How do JavaScript closures work at a low level?

Solution 1:

This is a section of slebetman's answer to the question javascript can't access private properties that answers your question very well.

The Stack:

A scope is related to the stack frame (in Computer Science it's called the "activation record" but most developers familiar with C or assembly know it better as stack frame). A scope is to a stack frame what a class is to an object. By that I mean that where an object is an instance of a class, a stack frame is an instance of scope.

Let's use a made-up language as an example. In this language, like in javascript, functions define scope. Lets take a look at an example code:

var global_var

function b {
    var bb
}

function a {
    var aa
    b();
}

When we read the code above, we say that the variable aa is in scope in function a and the variable bb is in scope in function b. Note that we don't call this thing private variables. Because the opposite of private variables are public variables and both refer to properties bound to objects. Instead we call aa and bb local variables. The opposite of local variables are global variables (not public variables).

Now, let's see what happens when we call a:

a() gets called, create a new stack frame. Allocate space for local variables on the stack:

The stack:
 ┌────────┐
 │ var aa │ <── a's stack frame
 ╞════════╡
 ┆        ┆ <── caller's stack frame

a() calls b(), create a new stack frame. Allocate space for local variables on the stack:

The stack:
 ┌────────┐
 │ var bb │ <── b's stack frame
 ╞════════╡
 │ var aa │
 ╞════════╡
 ┆        ┆

In most programming languages, and this includes javascript, a function only has access to its own stack frame. Thus a() cannot access local variables in b() and neither can any other function or code in global scope access variables in a(). The only exception are variables in global scope. From an implementation point of view this is achieved by allocating global variables in an area of memory that does not belong to the stack. This is generally called the heap. So to complete the picture the memory at this point looks like this:

The stack:     The heap:
 ┌────────┐   ┌────────────┐
 │ var bb │   │ global_var │
 ╞════════╡   │            │
 │ var aa │   └────────────┘
 ╞════════╡
 ┆        ┆

(as a side note, you can also allocate variables on the heap inside functions using malloc() or new)

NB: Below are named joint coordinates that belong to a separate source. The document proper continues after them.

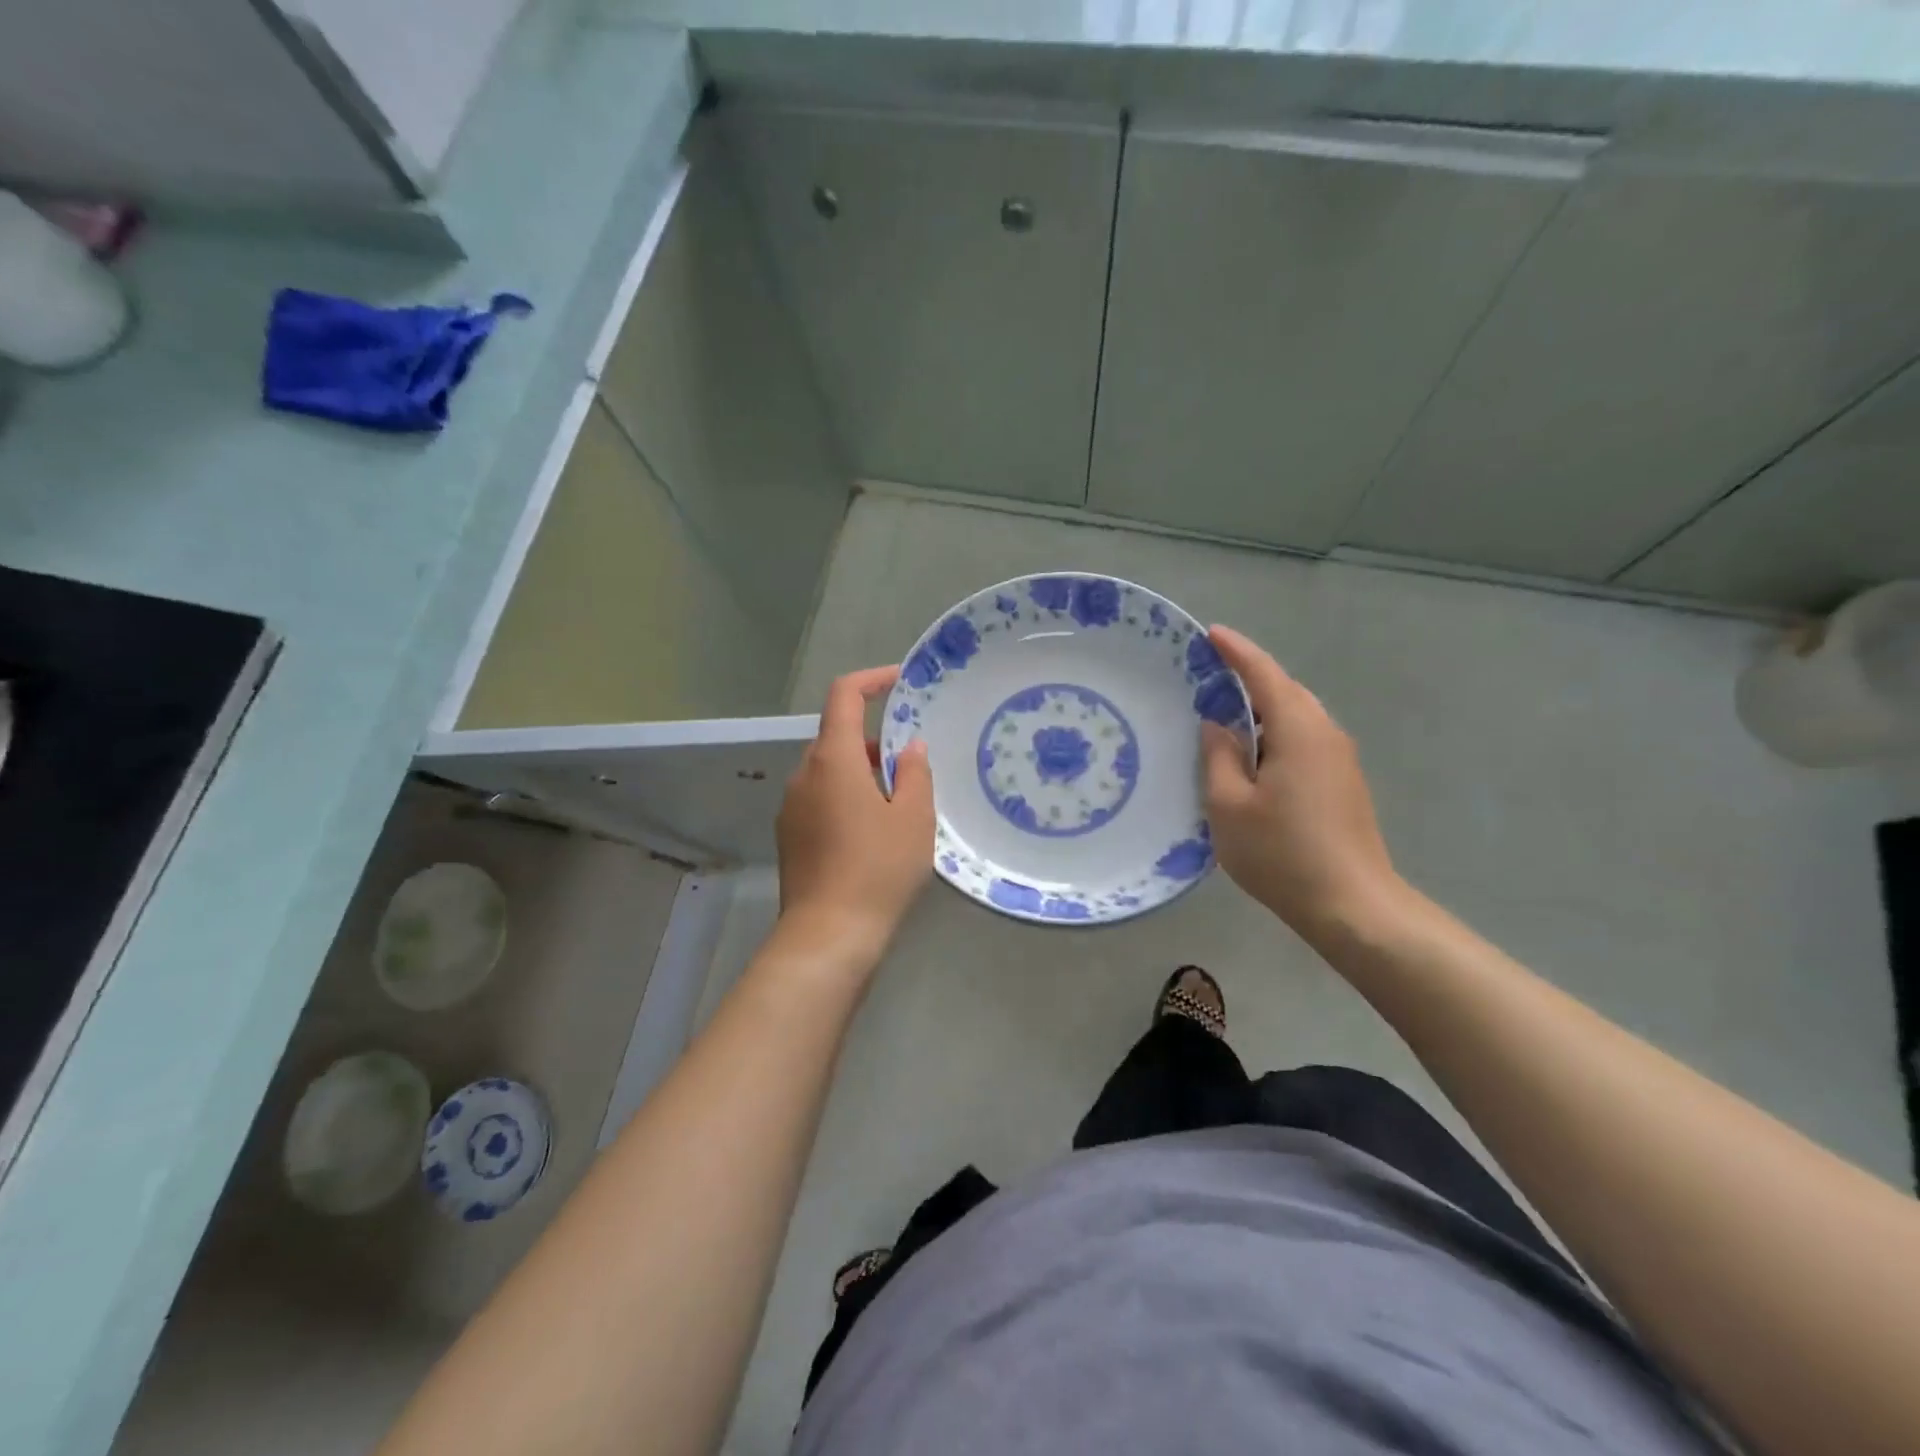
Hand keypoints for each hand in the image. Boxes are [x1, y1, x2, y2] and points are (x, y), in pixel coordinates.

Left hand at [775, 666, 933, 962]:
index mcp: (833, 760)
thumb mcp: (914, 818)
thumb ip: (915, 773)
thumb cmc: (878, 869)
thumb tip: (910, 748)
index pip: (844, 696)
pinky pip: (820, 799)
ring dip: (861, 774)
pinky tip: (871, 835)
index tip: (899, 683)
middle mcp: (804, 775)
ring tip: (898, 806)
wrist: (828, 935)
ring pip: (829, 771)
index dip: (871, 680)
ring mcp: (791, 807)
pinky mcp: (789, 836)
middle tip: (912, 767)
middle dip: (875, 742)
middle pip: (838, 737)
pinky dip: (845, 799)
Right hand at [1200, 626, 1402, 944]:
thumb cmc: (1282, 853)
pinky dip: (1274, 735)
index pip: (1265, 675)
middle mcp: (1326, 734)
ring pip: (1295, 717)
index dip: (1236, 652)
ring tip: (1222, 716)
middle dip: (1249, 677)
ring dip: (1261, 710)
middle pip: (1285, 691)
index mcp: (1299, 730)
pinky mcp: (1342, 783)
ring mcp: (1339, 759)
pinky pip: (1303, 740)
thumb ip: (1218, 757)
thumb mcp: (1229, 806)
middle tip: (1208, 676)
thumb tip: (1218, 725)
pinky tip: (1251, 757)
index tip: (1210, 633)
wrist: (1353, 906)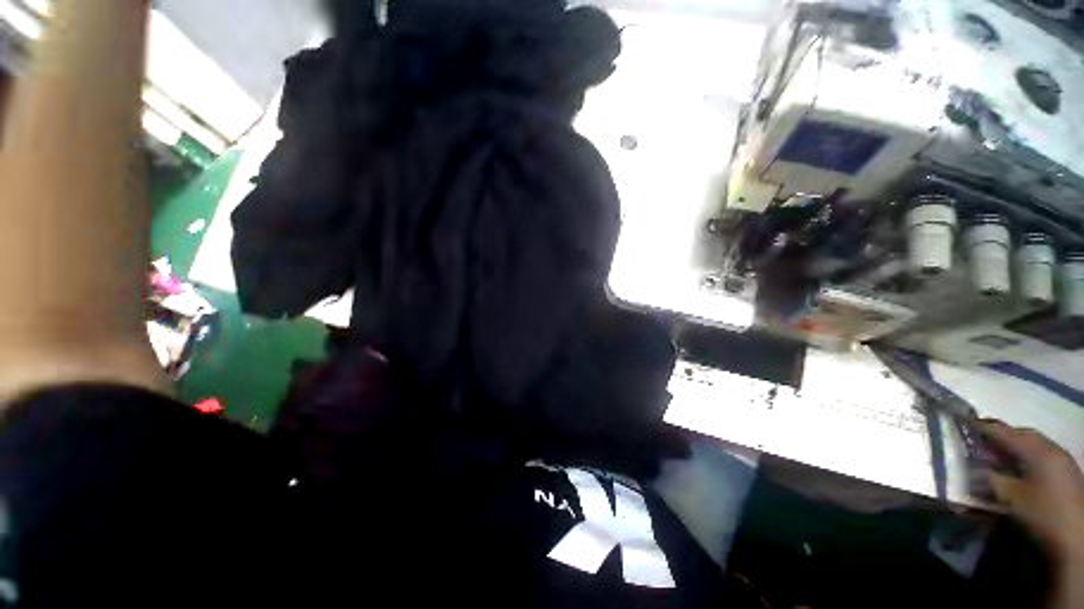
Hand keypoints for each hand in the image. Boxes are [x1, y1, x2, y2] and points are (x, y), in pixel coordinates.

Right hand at [981, 421, 1083, 561]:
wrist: (1077, 537)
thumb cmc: (1042, 512)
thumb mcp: (1012, 498)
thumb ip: (992, 479)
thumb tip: (975, 467)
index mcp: (1037, 449)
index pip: (1005, 432)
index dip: (984, 427)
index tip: (963, 423)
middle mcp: (1051, 448)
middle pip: (1023, 435)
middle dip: (1002, 436)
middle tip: (980, 440)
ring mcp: (1062, 461)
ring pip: (1033, 445)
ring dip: (1014, 447)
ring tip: (996, 455)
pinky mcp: (1065, 472)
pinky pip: (1041, 456)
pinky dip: (1026, 457)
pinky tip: (1019, 469)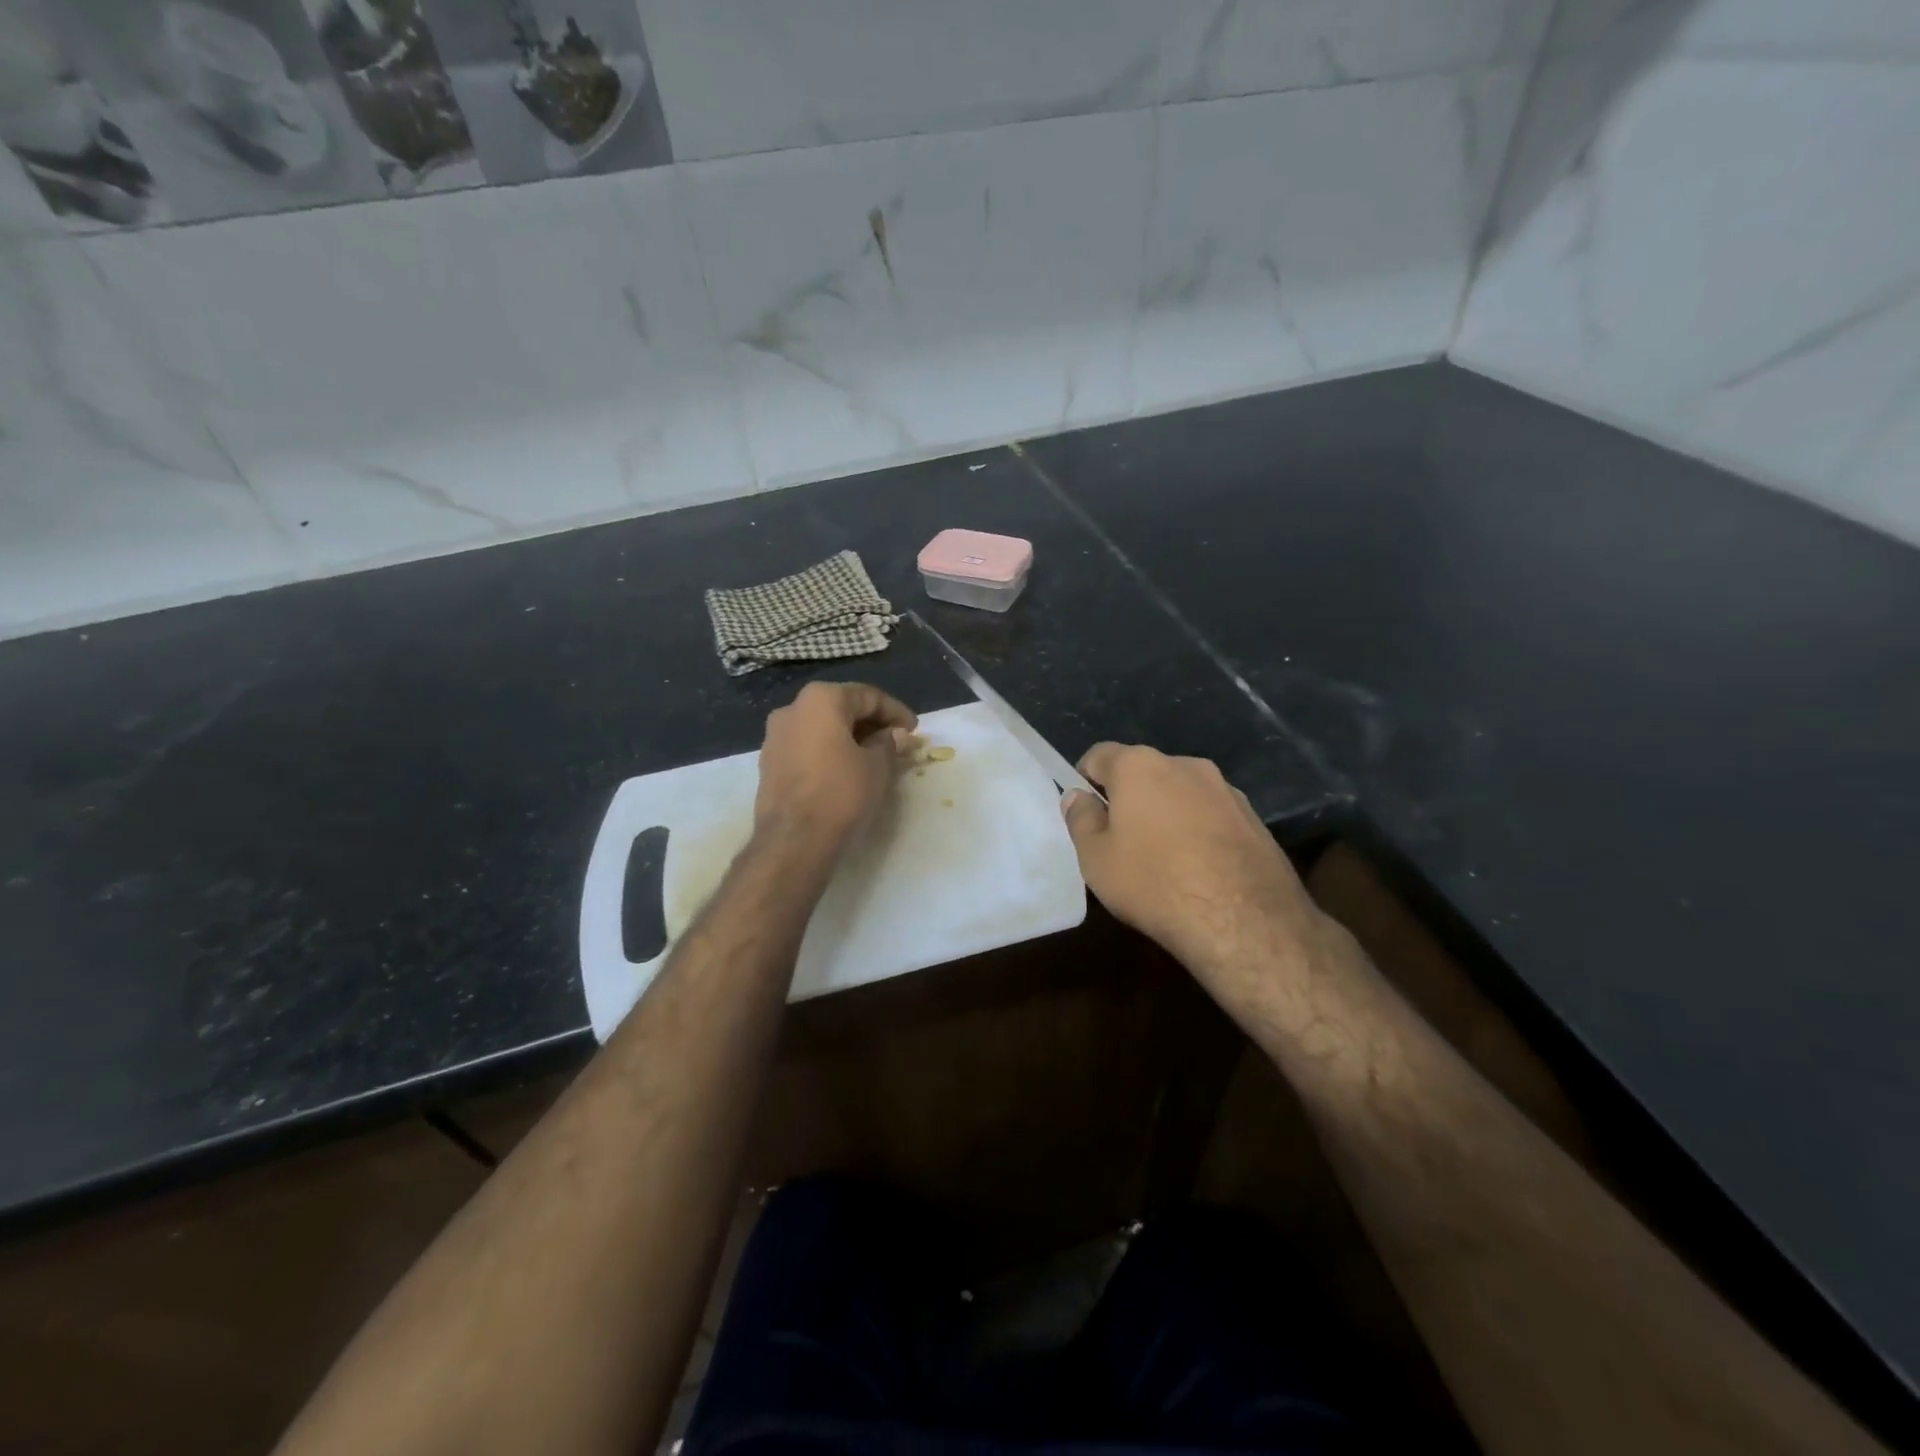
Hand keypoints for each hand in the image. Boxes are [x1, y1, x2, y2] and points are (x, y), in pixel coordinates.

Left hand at [754, 681, 916, 851]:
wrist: (793, 841)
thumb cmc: (841, 793)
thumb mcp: (877, 766)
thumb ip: (889, 743)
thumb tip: (895, 735)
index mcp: (820, 699)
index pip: (868, 696)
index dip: (896, 712)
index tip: (915, 730)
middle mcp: (792, 708)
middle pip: (842, 708)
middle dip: (872, 723)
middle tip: (897, 742)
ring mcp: (775, 736)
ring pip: (822, 727)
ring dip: (850, 738)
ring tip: (875, 757)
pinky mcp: (770, 762)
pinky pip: (808, 746)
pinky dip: (830, 751)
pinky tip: (848, 769)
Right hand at [1062, 744, 1322, 988]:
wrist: (1244, 922)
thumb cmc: (1154, 883)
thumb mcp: (1096, 858)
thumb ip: (1081, 819)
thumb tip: (1078, 796)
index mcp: (1140, 766)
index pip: (1099, 755)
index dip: (1086, 780)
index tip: (1086, 813)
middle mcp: (1185, 765)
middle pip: (1144, 772)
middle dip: (1129, 798)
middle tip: (1121, 841)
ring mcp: (1226, 790)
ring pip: (1181, 793)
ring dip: (1167, 813)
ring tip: (1164, 859)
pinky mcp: (1254, 818)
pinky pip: (1212, 815)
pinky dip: (1199, 831)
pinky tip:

Now b() completes and returns, it's stack frame is removed from the stack:

The stack:     The heap:
 ┌────────┐   ┌────────────┐
 │ var aa │   │ global_var │
 ╞════════╡   │            │
 ┆        ┆   └────────────┘

and when a() completes the same happens to its stack frame. This is how local variables gets allocated and freed automatically - via pushing and popping objects off the stack.

Closures:

A closure is a more advanced stack frame. But whereas normal stack frames gets deleted once a function returns, a language with closures will merely unlink the stack frame (or just the objects it contains) from the stack while keeping a reference to the stack frame for as long as it's required.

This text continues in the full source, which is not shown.